Vers l'infini


Quand certaines œuvres frappent par l'évidence de leur fougue, de leur audace, de leur beauté inédite, d'autres agissent d'une manière plus insaisissable, dans une étonnante alchimie que la raison peine à décrire. Les peintures de Fabiano sont à classer parmi la seconde catégorie : froides et bougrement calculées, découpées on ne peut plus classiquement, elles se frayent pourtant un chemin fort confortable vers la partie la plus abstraite de notre cerveau, orientant notre esprit vers une sorte de sérénité – néant de la réflexion. Sans peur de la répétition, l'artiste construit nombre de ses toiles à partir de l'invariant « absence » : un objet au centre de la toile (canapé, chaise…) vient revendiquer une possible présence par la grâce de sa fonction, tout en soulignant sa propre suprématie.

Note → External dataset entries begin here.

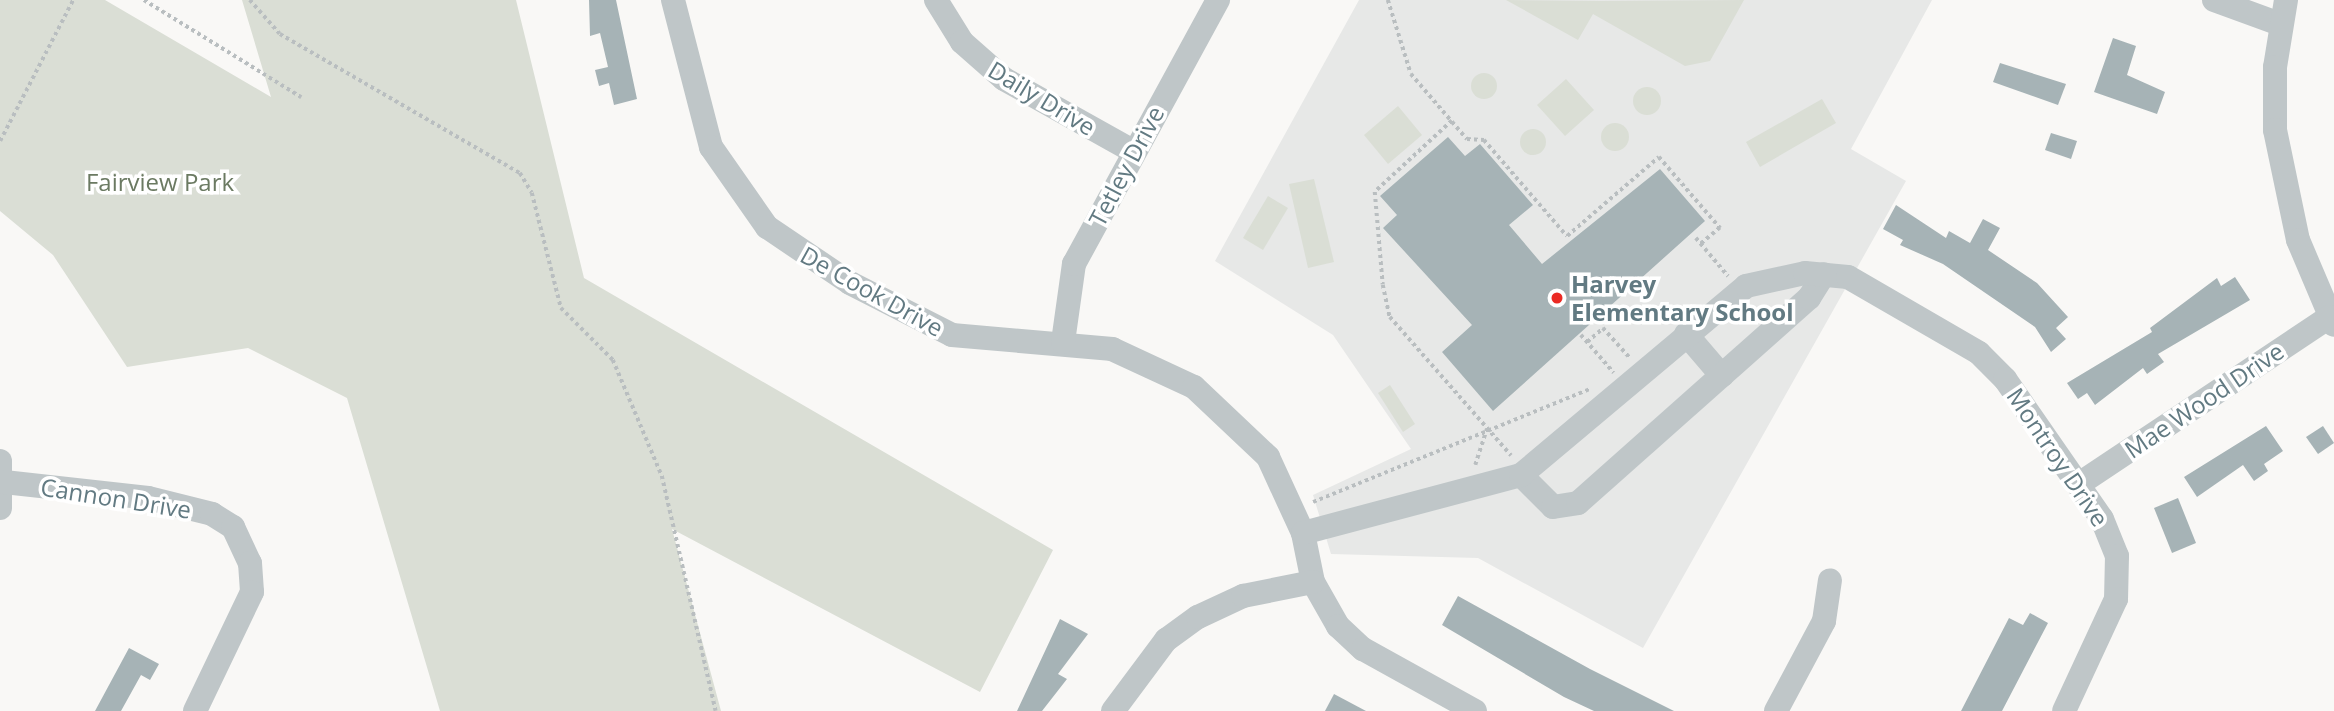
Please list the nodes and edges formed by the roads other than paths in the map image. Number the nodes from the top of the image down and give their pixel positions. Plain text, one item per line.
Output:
1 (673, 0) edge
2 (936, 0) edge
3 (1218, 0) edge
4 (2214, 0) edge
5 (2283, 12) edge
6 (1133, 151) junction
7 (1836, 276) junction
8 (2332, 321) edge
9 (1686, 334) junction
10 (1063, 342) junction
11 (1722, 376) junction
12 (1518, 467) junction
13 (2, 471) edge
14 (2079, 484) junction
15 (0, 508) edge
16 (1303, 533) junction
17 (1830, 580) dead end
18 (1313, 582) junction
19 (195, 711) edge
20 (1113, 711) edge
21 (1475, 711) edge
22 (1776, 711) edge
23 (2064, 711) edge

1 - 10 street, De Cook Drive
2 - 6 street, Daily Drive
3 - 6 street, Tetley Drive
4 - 5 street
5 - 8 street
6 - 10 street, Tetley Drive
7 - 9 street
7 - 11 street
7 - 14 street, Montroy Drive
8 - 14 street, Mae Wood Drive
9 - 11 street
9 - 12 street
10 - 16 street, De Cook Drive
11 - 12 street
12 - 16 street
13 - 15 street
13 - 19 street, Cannon Drive
14 - 23 street, Montroy Drive
16 - 18 street, De Cook Drive
17 - 22 street
18 - 20 street
18 - 21 street, De Cook Drive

Toile après toile, ce qui pourrait s'apparenter à une campagne de pub pour Ikea se révèle œuvre dans l'arrogante beauté d'une palette de couleurs à la profondeur saisissante – les bleus fleurent bon l'infini lacté – et dans une énergie contenue, délivrée par touches, qui finit par créer un vrai sentiment d'intrusion dans un univers onirique troublant de simplicité. Le motif récurrent de l'horizon se déploie sans gêne, dans un aplat de peinture lisse, sans vague, qui contraste avec la matière figurant la terre ferme. Sans souci de mode ni de grande originalité, le peintre se pose en figure d'obstiné, déclinant sa ligne et son feu de couleurs dans un corset soutenant la potentialité du corps, fantôme flamboyant dont seules les traces persistent.